In the next post, we will see that with a more careful use of the Schur orthogonality relations, one can improve the lower bound in Proposition~1 to a constant that does not depend on |G|, provided that G has trivial centre. To do this we will need a new ingredient, not available in [ASS09], which ensures that a group which has an irreducible character of “surprisingly large” degree cannot have any small conjugacy classes except for elements of the centre.

Edited 2013-06-17: corrected some typos/omissions.

OK, back to the story of the central amenability constant. I’ll take the opportunity to re-tread some of the ground from the first post.

## 1. Review/recap

Given a finite group G, ${{\mathbb C} G}$ denotes the usual complex group algebra: we think of it as the vector space ${{\mathbb C}^G}$ equipped with a suitable multiplication. This has a canonical basis as a vector space, indexed by group elements: we denote the basis vector corresponding to an element x of G by ${\delta_x}$. Thus for any function ${\psi:G\rightarrow{\mathbb C}}$, we have ${\sum_{x\in G} \psi(x)\delta_x}$.

(Aside: this is not really the correct “natural” way to think of the group algebra if one generalizes from finite groups to infinite groups; one has to be more careful about whether one is thinking “covariantly or contravariantly”. ${{\mathbb C}^G}$ is naturally a contravariant object as G varies, but the group algebra should be covariant as G varies. However, our approach allows us to view characters on G as elements of the group algebra, which is a very convenient elision.)
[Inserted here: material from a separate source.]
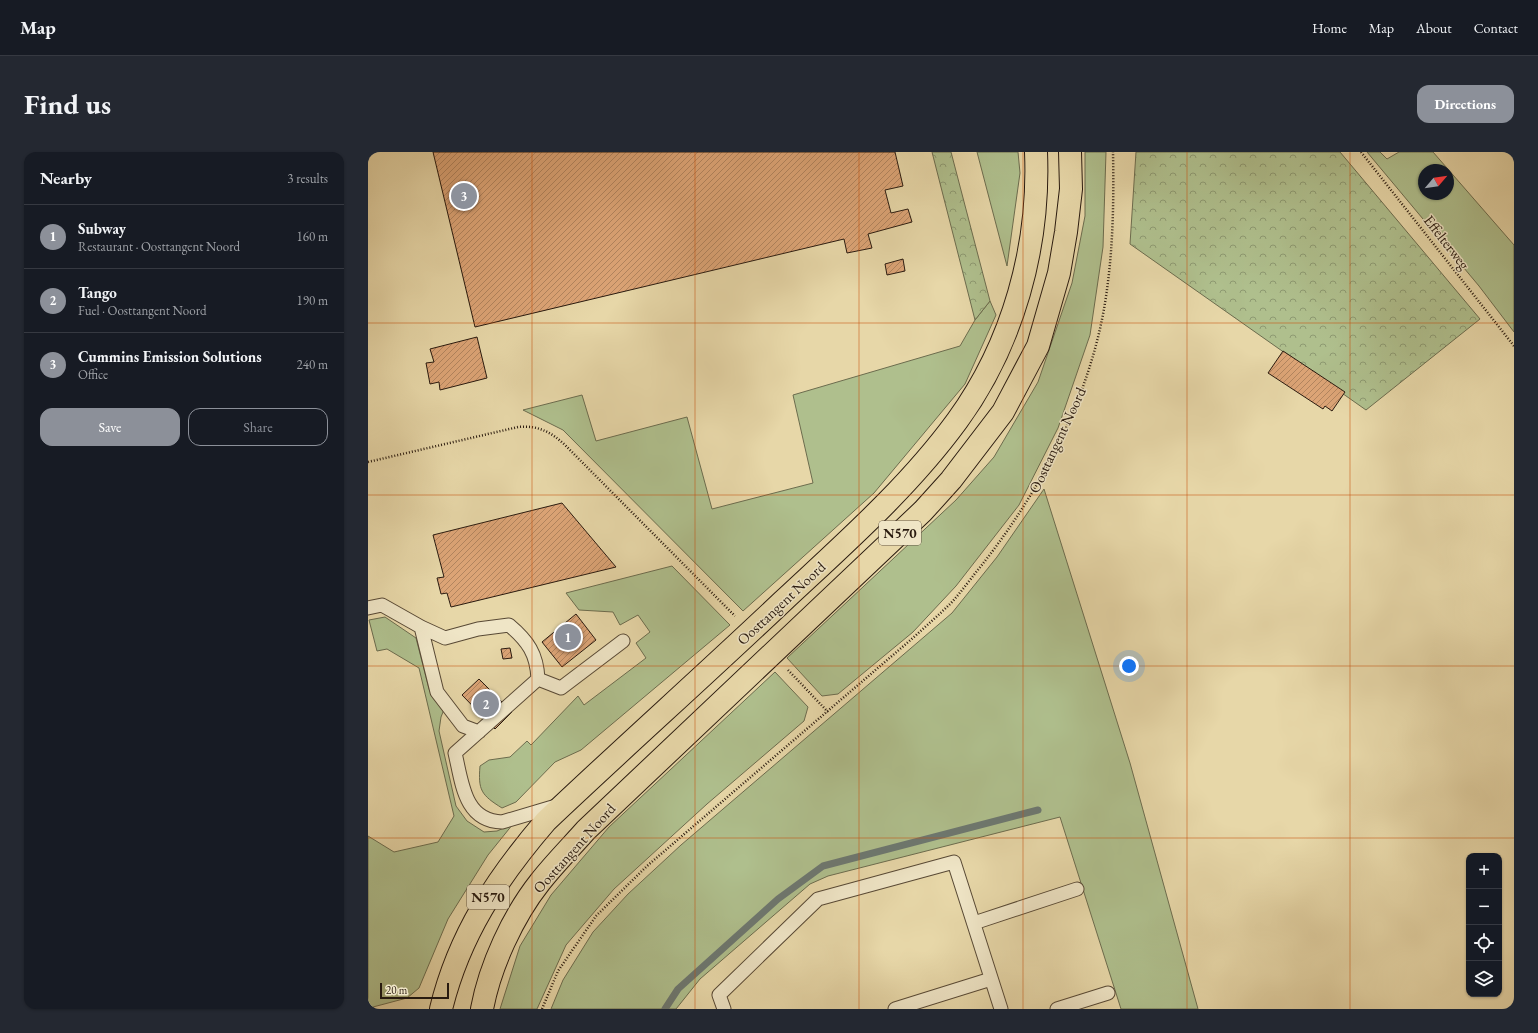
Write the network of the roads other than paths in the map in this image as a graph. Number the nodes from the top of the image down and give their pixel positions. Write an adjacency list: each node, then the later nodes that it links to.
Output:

The centre of ${{\mathbb C} G}$, henceforth denoted by ${{\rm Z\mathbb C} G}$, is commutative and spanned by its minimal idempotents, which are all of the form

$\displaystyle p_\phi = \frac{\phi(e)}{|G|}\phi \equiv \frac{\phi(e)}{|G|}\sum_{x\in G} \phi(x)\delta_x$

for some irreducible character ${\phi:G\rightarrow{\mathbb C}}$. Moreover, ${\phi\mapsto p_\phi}$ is a bijection between the set of irreducible characters and the set of minimal idempotents in ${{\rm Z\mathbb C} G}$.

We define

$\displaystyle {\bf m}_G = \sum_{\phi\in {\rm Irr}(G)} p_\phi \otimes p_\phi \in {\rm Z\mathbb C} G \otimes {\rm Z\mathbb C} G \equiv {\rm Z\mathbb C} (G\times G )$

and, equipping ${{\mathbb C}(G\times G )}$ with the natural ${\ell^1}$-norm, defined by

$\displaystyle \Vert f\Vert = \sum_{(x,y) \in G\times G } |f(x,y)|,$

we define ${{\rm AM}_{\rm Z}(G)}$ to be ${\Vert {\bf m}_G \Vert}$. Explicitly, if we use the convention that the value of a class function ${\psi}$ on any element of a conjugacy class C is denoted by ${\psi(C)}$, we have

$\displaystyle {\rm AM}_{\rm Z}(G) = \sum_{C,D\in{\rm Conj}(G)} |C|\ |D| \left\vert \sum_{\phi\in {\rm Irr}(G)} \frac{1}{|G|^2} \phi(e)^2\phi(C)\phi(D) \right\vert \;,$

the formula stated in the first post of this series.

## 2. Moving onwards

Remark 1
As I am writing these things up, it occurs to me that “philosophically speaking”, perhaps one should regard ${{\bf m}_G}$ as an element of the group algebra ${{\mathbb C}(G\times G^{\rm op})}$, where Gop denotes the group whose underlying set is that of G but equipped with the reverse multiplication. It is easily checked that a function on ${G\times G}$ is central as an element of ${{\mathbb C}(G\times G )}$ if and only if it is central as an element of the algebra ${{\mathbb C}(G\times G^{\rm op})}$, so we can get away with the definition chosen here. Nevertheless, I have a suspicion that the ${G\times G^{\rm op}}$ picture is somehow the “right” one to adopt, if one wants to put the study of ${{\bf m}_G}$ into a wider algebraic context.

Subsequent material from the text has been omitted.